__Input__:
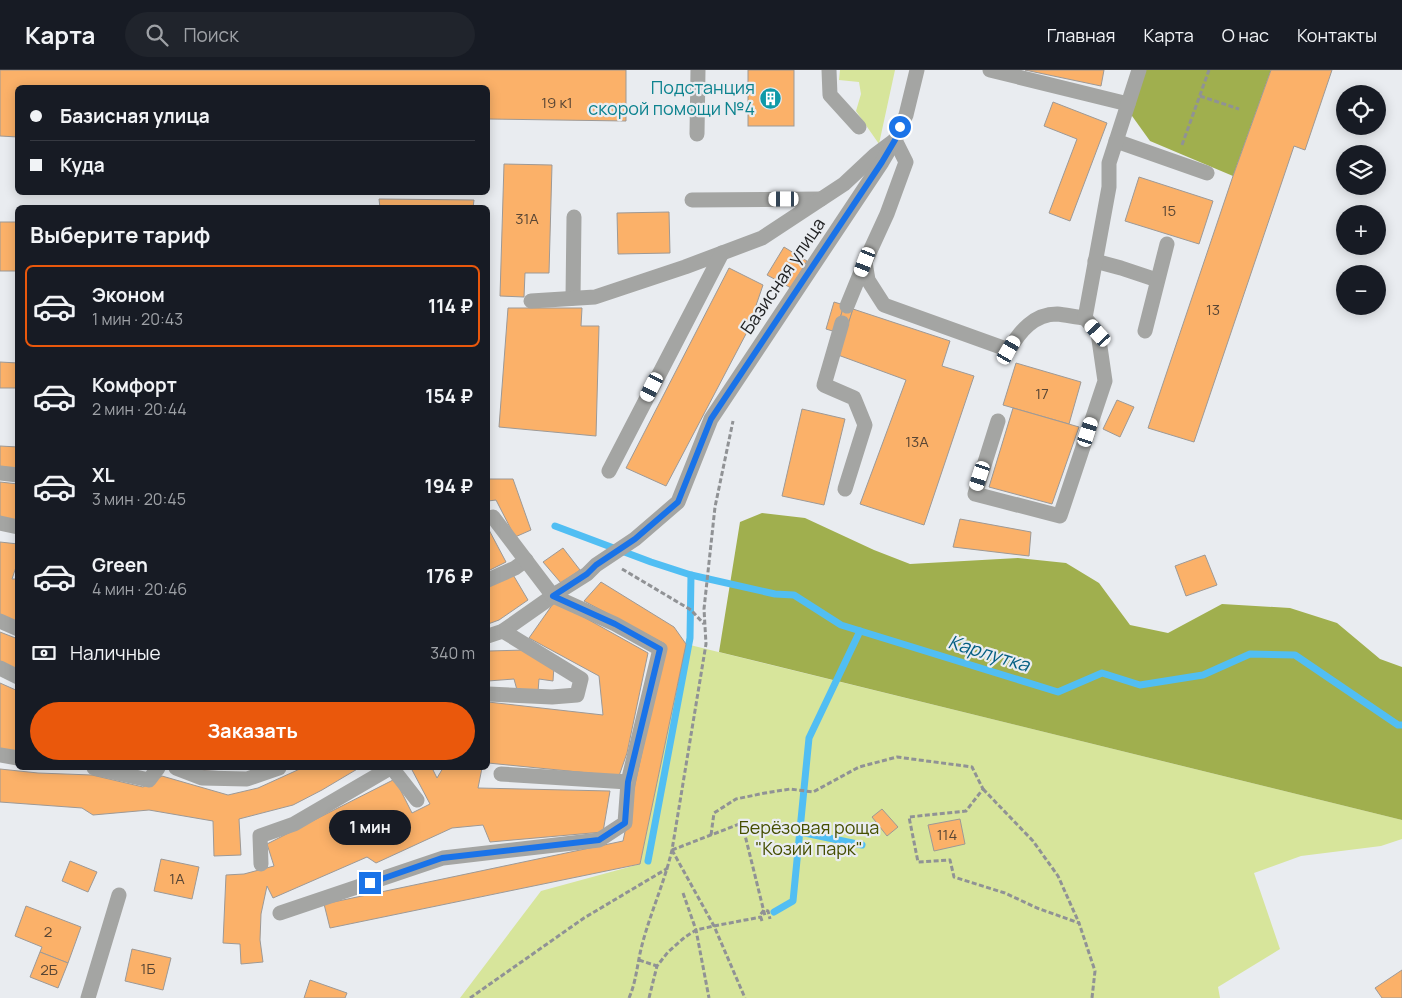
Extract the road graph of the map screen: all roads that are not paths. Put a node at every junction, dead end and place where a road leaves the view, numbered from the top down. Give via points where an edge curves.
1 (698, 70) edge
2 (829, 70) edge
3 (917, 70) edge
4 (990, 70) edge
5 (1139, 70) edge
6 (1128, 104) junction
7 (859, 127) dead end
8 (697, 134) dead end
9 (895, 140) junction
10 (1116, 141) junction
11 (1207, 173) dead end
12 (821, 199) junction
13 (692, 200) dead end
14 (574, 218) dead end
15 (1167, 244) dead end
16 (722, 253) junction
17 (1095, 261) junction
18 (865, 262) junction
19 (1157, 280) junction
20 (573, 298) junction
21 (531, 301) dead end
22 (847, 306) dead end
23 (1085, 318) junction
24 (842, 323) dead end
25 (1145, 331) dead end
26 (998, 421) dead end
27 (609, 471) dead end
28 (0, 473) edge
29 (15, 475) edge
30 (845, 489) dead end
31 (490, 518) edge
32 (0, 523) edge
33 (15, 526) edge
34 (526, 560) junction
35 (490, 579) edge
36 (553, 596) junction
37 (0, 621) edge
38 (15, 628) edge
39 (504, 632) junction
40 (490, 636) edge
41 (0, 668) edge
42 (15, 676) edge
43 (490, 694) edge
44 (0, 755) edge
45 (15, 758) edge
46 (103, 770) edge
47 (156, 770) edge
48 (181, 770) edge
49 (273, 770) edge
50 (388, 770) edge
51 (393, 770) edge
52 (501, 774) dead end
53 (628, 782) junction
54 (416, 800) dead end
55 (261, 864) dead end
56 (119, 894) dead end
57 (280, 914) dead end
58 (88, 998) edge

1 - 8 street
2 - 7 street via 830,95
3 - 9 street, Базисная улица via 906,115
4 - 6 street
5 - 6 street
6 - 10 street
9 - 12 street via 844,184
9 - 18 street via 906,162
9 - 36 street, Базисная улица via 711,419 678,502 635,539
10 - 11 street
10 - 17 street via 1109,163 1109,187
12 - 13 street
12 - 16 street via 762,238
14 - 20 street
15 - 19 street
16 - 20 street via 595,297
16 - 27 street
17 - 19 street
17 - 23 street
18 - 22 street
18 - 23 street via 868,280 884,305 1009,350 1017,336 1036,318 1056,314
19 - 25 street
20 - 21 street
23 - 26 street via 1098,333 1105,381 1060,516 975,494
24 - 30 street via 824,385 854,398 865,425
28 - 29 street
31 - 34 street via 493,517
32 - 33 street
34 - 35 street
34 - 36 street
36 - 39 street
36 - 53 street via 660,649
37 - 38 street
39 - 40 street
39 - 43 street via 581,679 577,694 552,697
41 - 42 street
44 - 45 street
46 - 47 street via 149,780
48 - 49 street via 202,778 246,779
50 - 55 street via 294,824 260,836
51 - 54 street
52 - 53 street
53 - 57 street via 625,823 599,840 442,858
56 - 58 street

__Exercise directions__: In your answer, print the entries above exactly, with the pictures left out.

__Result below__:
Extract the road graph of the map screen: all roads that are not paths. Put a node at every junction, dead end and place where a road leaves the view, numbered from the top down. Give via points where an edge curves.
1 (698, 70) edge
2 (829, 70) edge
3 (917, 70) edge
4 (990, 70) edge
5 (1139, 70) edge
6 (1128, 104) junction
7 (859, 127) dead end
8 (697, 134) dead end
9 (895, 140) junction
10 (1116, 141) junction
11 (1207, 173) dead end
12 (821, 199) junction
13 (692, 200) dead end
14 (574, 218) dead end
15 (1167, 244) dead end
16 (722, 253) junction
17 (1095, 261) junction
18 (865, 262) junction
19 (1157, 280) junction
20 (573, 298) junction
21 (531, 301) dead end
22 (847, 306) dead end
23 (1085, 318) junction
24 (842, 323) dead end
25 (1145, 331) dead end
26 (998, 421) dead end
27 (609, 471) dead end
28 (0, 473) edge
29 (15, 475) edge
30 (845, 489) dead end
31 (490, 518) edge
32 (0, 523) edge
33 (15, 526) edge
34 (526, 560) junction
35 (490, 579) edge
36 (553, 596) junction
37 (0, 621) edge
38 (15, 628) edge
39 (504, 632) junction
40 (490, 636) edge
41 (0, 668) edge
42 (15, 676) edge
43 (490, 694) edge
44 (0, 755) edge
45 (15, 758) edge
46 (103, 770) edge
47 (156, 770) edge
48 (181, 770) edge
49 (273, 770) edge
50 (388, 770) edge
51 (393, 770) edge
52 (501, 774) dead end
53 (628, 782) junction
54 (416, 800) dead end
55 (261, 864) dead end
56 (119, 894) dead end
57 (280, 914) dead end
58 (88, 998) edge

1 - 8 street
2 - 7 street via 830,95
3 - 9 street, Базисная улица via 906,115
4 - 6 street
5 - 6 street
6 - 10 street
9 - 12 street via 844,184
9 - 18 street via 906,162
9 - 36 street, Базисная улица via 711,419 678,502 635,539
10 - 11 street
10 - 17 street via 1109,163 1109,187
12 - 13 street
12 - 16 street via 762,238
14 - 20 street
15 - 19 street
16 - 20 street via 595,297
16 - 27 street
17 - 19 street
17 - 23 street
18 - 22 street
18 - 23 street via 868,280 884,305 1009,350 1017,336 1036,318 1056,314
19 - 25 street
20 - 21 street
23 - 26 street via 1098,333 1105,381 1060,516 975,494
24 - 30 street via 824,385 854,398 865,425
28 - 29 street
31 - 34 street via 493,517
32 - 33 street
34 - 35 street
34 - 36 street
36 - 39 street
36 - 53 street via 660,649
37 - 38 street
39 - 40 street
39 - 43 street via 581,679 577,694 552,697
41 - 42 street
44 - 45 street
46 - 47 street via 149,780
48 - 49 street via 202,778 246,779
50 - 55 street via 294,824 260,836
51 - 54 street
52 - 53 street
53 - 57 street via 625,823 599,840 442,858
56 - 58 street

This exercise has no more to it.